Agora estamos assistindo às marchas e contramarchas da novela da fusão do Carrefour e do Pão de Açúcar. E sempre o dedo do governo no meio da transação empresarial carregada de suspeita. No limite do desespero argumentativo, houve autoridade que chegou a falar na importância da operação, pois ela abriria mercado externo para produtos brasileiros! Como se já não bastassem serem dois gigantes da grande distribuição, o governo ainda estimula a superfusão entre ambos e tentou botar o BNDES a injetar recursos na arquitetura financeira. No final, foi necessária a ameaça do grupo francês Casino para que a fusão perdesse fôlego e o governo recuasse.
No caso das empresas de aviação, setor em que há uma tendência à concentração, o governo não se mobiliza tampouco para evitar a oligopolização. A recente aquisição da Webjet pela Gol reforça essa postura passiva, além de ter inviabilizado outra tentativa de consolidação de uma empresa operando no sistema de “baixo custo, baixa tarifa”, como foi o caso da aquisição da empresa Bra. O mercado brasileiro já demonstrou, por algumas vezes, que é possível operar empresas de aviação praticando preços mais baratos que o transporte por ônibus a longa distância. Mas para tais objetivos e o estímulo à criação de empresas aéreas regionais, é necessário que o poder regulador do Estado se faça de forma mais ativa.
Além disso, é importante lembrar a falta de coragem política de enfrentar a concentração de poder no setor da imprensa e das comunicações em sentido amplo. Não há argumentos de natureza jurídica, econômica ou democrática que justifiquem a existência desses conglomerados. Na maioria dos países há regras que evitam a horizontalização das atividades, ao contrário do que ocorre nas nossas terras.

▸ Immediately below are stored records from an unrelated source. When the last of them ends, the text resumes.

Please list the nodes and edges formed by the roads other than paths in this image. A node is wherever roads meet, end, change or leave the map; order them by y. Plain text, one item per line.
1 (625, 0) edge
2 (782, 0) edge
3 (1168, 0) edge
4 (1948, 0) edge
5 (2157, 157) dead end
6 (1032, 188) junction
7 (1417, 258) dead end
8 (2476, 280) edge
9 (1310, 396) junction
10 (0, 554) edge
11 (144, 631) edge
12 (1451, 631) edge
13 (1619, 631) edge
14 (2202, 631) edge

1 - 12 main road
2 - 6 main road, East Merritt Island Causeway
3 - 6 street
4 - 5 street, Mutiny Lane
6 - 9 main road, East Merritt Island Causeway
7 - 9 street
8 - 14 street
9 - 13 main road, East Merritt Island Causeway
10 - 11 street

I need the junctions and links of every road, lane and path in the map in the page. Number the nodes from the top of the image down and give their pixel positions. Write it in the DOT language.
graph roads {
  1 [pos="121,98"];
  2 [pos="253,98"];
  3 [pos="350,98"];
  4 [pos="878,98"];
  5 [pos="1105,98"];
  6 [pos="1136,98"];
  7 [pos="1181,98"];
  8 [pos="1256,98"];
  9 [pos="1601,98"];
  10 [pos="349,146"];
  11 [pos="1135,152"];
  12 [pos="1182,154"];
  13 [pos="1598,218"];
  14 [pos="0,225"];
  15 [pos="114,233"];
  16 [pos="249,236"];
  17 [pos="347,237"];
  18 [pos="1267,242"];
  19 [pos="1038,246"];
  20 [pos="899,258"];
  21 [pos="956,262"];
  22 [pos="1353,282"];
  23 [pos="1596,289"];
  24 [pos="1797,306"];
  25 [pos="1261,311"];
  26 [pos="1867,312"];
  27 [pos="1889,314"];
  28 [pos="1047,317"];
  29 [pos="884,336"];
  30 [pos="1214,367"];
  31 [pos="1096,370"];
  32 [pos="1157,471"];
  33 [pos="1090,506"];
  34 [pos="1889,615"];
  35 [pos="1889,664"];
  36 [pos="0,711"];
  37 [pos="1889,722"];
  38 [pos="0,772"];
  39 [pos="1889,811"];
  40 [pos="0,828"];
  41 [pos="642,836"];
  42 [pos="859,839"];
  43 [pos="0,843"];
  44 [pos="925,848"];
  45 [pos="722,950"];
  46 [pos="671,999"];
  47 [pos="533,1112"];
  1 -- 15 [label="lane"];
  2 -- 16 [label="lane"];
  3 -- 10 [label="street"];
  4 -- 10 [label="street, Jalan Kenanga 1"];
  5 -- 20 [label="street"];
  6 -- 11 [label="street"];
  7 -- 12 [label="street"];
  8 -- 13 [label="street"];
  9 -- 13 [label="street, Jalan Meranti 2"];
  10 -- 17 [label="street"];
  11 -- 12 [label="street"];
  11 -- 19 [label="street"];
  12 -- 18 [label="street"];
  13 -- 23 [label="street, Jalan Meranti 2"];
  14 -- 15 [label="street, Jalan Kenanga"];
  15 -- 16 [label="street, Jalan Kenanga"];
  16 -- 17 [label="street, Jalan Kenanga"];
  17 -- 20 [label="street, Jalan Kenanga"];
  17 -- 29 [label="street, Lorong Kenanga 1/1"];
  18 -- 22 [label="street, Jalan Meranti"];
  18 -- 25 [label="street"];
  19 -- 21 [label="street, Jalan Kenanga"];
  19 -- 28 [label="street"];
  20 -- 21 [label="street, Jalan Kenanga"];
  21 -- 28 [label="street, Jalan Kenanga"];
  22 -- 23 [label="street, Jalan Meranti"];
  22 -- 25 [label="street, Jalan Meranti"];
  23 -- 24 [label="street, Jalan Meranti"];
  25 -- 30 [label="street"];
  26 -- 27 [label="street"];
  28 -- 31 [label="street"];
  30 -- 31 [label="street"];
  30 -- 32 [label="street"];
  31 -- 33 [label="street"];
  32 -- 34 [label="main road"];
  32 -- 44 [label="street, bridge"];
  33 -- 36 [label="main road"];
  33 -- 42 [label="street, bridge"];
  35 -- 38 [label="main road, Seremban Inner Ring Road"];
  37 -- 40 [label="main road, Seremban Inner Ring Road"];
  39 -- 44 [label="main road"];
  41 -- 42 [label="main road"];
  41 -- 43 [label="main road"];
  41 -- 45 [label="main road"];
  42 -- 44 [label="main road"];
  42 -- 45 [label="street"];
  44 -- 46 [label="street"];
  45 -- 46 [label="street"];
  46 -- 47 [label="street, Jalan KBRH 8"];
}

As oligarquias políticas regionais dominam a imprensa escrita, as rádios, as concessões de televisão e por aí vai. Ao manter intocável o atual estado de coisas favorecedor da concentração, os governos recentes foram perdendo sua credibilidade em um outro setor onde se esperava mudança. Com o agravante de tratar-se de uma área bastante sensível, pois estimula concentração de capital e de acesso à informação. O escândalo do todo-poderoso Murdoch está escancarado aí para quem quiser ver, mostrando o caminho a ser evitado.
Por fim, é importante registrar que a concentração em si mesma nem sempre é negativa para a sociedade. Há setores em que os recursos necessários exigem empresas de grande porte e poucas conseguem se manter na atividade. O caso da infra-estrutura é típico. E aqui, justamente, entra a ação do Estado, seja na condição de proprietário da empresa pública ou como órgão regulador das atividades do setor. A idéia é assegurar retorno social desse tipo mercado concentrado, de modo que os preços e a qualidade dos serviços oferecidos estejam compatíveis com as necessidades da população. E não adianta tentar escamotear a natureza das decisões políticas, com a já gasta desculpa retórica dos “elementos técnicos envolvidos na questão”. Há sempre, ao menos, dois lados com interesses opostos. E os governos têm adotado, de forma sistemática, os interesses das empresas envolvidas com a concentração.
Paulo Kliass, Doutor em economia pela Universidade de Paris 10 (Nanterre) especialista em Políticas Públicas e Gestão Governamental, do governo federal.